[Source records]
· · ·
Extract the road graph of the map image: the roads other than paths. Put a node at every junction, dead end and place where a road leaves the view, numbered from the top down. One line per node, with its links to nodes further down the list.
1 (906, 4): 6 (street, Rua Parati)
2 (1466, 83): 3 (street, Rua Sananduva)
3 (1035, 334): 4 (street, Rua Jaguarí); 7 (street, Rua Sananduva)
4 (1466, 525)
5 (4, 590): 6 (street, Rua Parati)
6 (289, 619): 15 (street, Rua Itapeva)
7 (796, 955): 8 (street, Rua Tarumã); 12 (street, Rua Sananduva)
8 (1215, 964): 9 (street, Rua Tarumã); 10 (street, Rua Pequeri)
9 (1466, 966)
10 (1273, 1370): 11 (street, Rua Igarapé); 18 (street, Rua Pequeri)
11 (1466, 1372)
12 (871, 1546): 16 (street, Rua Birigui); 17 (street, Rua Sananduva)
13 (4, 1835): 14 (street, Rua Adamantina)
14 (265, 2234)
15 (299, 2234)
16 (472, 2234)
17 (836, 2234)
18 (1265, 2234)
· · ·
Please copy each line above exactly as written.

Extract the road graph of the map image: the roads other than paths. Put a node at every junction, dead end and place where a road leaves the view, numbered from the top down. One line per node, with its links to nodes further down the list.
1 (906, 4): 6 (street, Rua Parati)
2 (1466, 83): 3 (street, Rua Sananduva)
3 (1035, 334): 4 (street, Rua Jaguarí); 7 (street, Rua Sananduva)
4 (1466, 525)
5 (4, 590): 6 (street, Rua Parati)
6 (289, 619): 15 (street, Rua Itapeva)
7 (796, 955): 8 (street, Rua Tarumã); 12 (street, Rua Sananduva)
8 (1215, 964): 9 (street, Rua Tarumã); 10 (street, Rua Pequeri)
9 (1466, 966)
10 (1273, 1370): 11 (street, Rua Igarapé); 18 (street, Rua Pequeri)
11 (1466, 1372)
12 (871, 1546): 16 (street, Rua Birigui); 17 (street, Rua Sananduva)
13 (4, 1835): 14 (street, Rua Adamantina)
14 (265, 2234)
15 (299, 2234)
16 (472, 2234)
17 (836, 2234)
18 (1265, 2234)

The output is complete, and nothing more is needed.